Even that would be ridiculous when his actions were demonstrably in good conscience and following mixed instructions and sign-offs.

Both the Texas Medical Association and the Harris County Medical Society recently issued a statement of support for physicians like Dr. Gokal who find themselves scrambling "to avoid wasting the vaccine in a punctured vial."

"It is difficult to understand any justification for charging any well-intentioned physician in this situation with a criminal offense," the statement said.
 

KDR_11k

Banned
Nov 10, 2017
5,235
I'm guessing the administrators and bureaucrats want to avoid creating any situation that would allow corrupt doctors to falsely claim they have leftover doses and actually hand them out to the highest bidder but IMO it's not worth deploying a blanket ban and instead should be dealt with individually if anyone tries that shit.

There should be a policy for e.g. a queue for people to wait for surplus doses that's properly managed to prevent infection between the waiting people and no guarantee of actually receiving a vaccine. Still better to jab random people than to throw it away.
 

LTWheels

Member
Nov 8, 2017
767
I know from family members at UK hospitals, vacinne are been offered out to non-clinical staff in these situations to avoid wastage. One hospital has decided to allow family remembers who live with staff to be put on the backup of the backup lists to avoid wastage.
 

Dr. Mario

Member
Oct 27, 2017
13,839
Netherlands
He should be punished for the precedent that this creates, or people all over will open vials for a single shot and then use the remainder for family members. If it was deemed to be in good conscience, firing is unnecessary.
 

Razmos

Unshakeable One Winged Slayer
Member
Oct 28, 2017
15,890
What a stupid waste it would have been otherwise, he clearly did the right thing
 

LinkStrikesBack

One Winged Slayer
Member
Oct 27, 2017
16,349
He should be punished for the precedent that this creates, or people all over will open vials for a single shot and then use the remainder for family members. If it was deemed to be in good conscience, firing is unnecessary.
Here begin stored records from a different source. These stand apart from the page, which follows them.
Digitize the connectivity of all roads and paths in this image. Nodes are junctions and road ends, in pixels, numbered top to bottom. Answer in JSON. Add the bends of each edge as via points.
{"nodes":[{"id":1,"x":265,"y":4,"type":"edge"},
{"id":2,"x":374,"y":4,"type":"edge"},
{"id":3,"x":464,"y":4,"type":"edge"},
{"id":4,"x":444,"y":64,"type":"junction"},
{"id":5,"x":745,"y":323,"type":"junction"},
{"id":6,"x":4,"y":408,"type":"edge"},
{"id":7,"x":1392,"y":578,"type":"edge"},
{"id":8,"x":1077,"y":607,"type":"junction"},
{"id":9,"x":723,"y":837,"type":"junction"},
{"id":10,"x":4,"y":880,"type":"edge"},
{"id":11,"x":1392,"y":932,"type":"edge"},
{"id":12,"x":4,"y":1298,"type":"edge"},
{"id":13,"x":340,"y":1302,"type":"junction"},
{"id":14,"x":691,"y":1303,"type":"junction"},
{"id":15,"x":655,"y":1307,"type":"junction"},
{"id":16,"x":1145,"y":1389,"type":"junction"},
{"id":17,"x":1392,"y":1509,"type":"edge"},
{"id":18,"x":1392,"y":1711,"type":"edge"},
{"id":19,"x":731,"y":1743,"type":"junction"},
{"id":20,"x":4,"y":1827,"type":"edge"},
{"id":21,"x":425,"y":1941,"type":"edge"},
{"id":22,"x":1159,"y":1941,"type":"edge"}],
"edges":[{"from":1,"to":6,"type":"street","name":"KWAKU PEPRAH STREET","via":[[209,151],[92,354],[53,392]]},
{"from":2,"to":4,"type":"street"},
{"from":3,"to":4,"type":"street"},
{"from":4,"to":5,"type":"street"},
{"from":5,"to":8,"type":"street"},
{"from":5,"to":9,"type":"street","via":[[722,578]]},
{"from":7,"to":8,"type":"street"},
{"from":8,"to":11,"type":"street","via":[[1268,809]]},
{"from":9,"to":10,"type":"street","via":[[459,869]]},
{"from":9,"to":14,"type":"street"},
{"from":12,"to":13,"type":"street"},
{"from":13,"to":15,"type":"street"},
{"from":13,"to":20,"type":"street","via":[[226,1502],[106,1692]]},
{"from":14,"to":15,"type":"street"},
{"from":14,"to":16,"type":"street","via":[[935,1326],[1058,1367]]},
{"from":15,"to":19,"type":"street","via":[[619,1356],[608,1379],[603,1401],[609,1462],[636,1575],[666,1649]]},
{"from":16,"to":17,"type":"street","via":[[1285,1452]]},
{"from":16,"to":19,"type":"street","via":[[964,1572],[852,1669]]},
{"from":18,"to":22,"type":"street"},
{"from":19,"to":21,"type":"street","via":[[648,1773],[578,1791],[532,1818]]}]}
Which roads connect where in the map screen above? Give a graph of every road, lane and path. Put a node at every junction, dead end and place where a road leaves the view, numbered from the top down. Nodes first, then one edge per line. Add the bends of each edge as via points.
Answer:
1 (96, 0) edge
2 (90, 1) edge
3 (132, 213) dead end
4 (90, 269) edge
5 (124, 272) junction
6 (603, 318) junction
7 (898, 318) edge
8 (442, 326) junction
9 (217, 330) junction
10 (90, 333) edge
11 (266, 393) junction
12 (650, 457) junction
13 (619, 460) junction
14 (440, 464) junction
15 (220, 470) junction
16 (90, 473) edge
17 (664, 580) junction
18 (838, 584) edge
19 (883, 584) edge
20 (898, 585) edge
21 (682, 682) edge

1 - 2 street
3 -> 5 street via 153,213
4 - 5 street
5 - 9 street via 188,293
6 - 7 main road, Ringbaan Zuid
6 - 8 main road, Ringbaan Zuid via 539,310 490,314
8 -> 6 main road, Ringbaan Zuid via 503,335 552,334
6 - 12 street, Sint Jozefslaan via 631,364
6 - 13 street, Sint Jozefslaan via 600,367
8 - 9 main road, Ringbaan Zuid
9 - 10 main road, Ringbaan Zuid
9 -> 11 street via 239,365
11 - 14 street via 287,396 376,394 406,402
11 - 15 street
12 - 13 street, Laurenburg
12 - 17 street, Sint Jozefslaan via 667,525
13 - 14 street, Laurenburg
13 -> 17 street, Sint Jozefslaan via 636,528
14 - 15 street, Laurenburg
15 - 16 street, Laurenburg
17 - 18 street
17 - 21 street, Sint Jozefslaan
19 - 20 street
Ridiculous. There shouldn't be any punishment at all. For a start, the scenario you're imagining isn't even what happened here. He didn't even open it.

You're arguing that the precedent should be that any open vials should be allowed to go to waste rather than speed up getting to the end of the pandemic and saving peoples lives along the way.

The ingrained reaction against healthcare being used to save lives in so many in the USA is goddamn wild.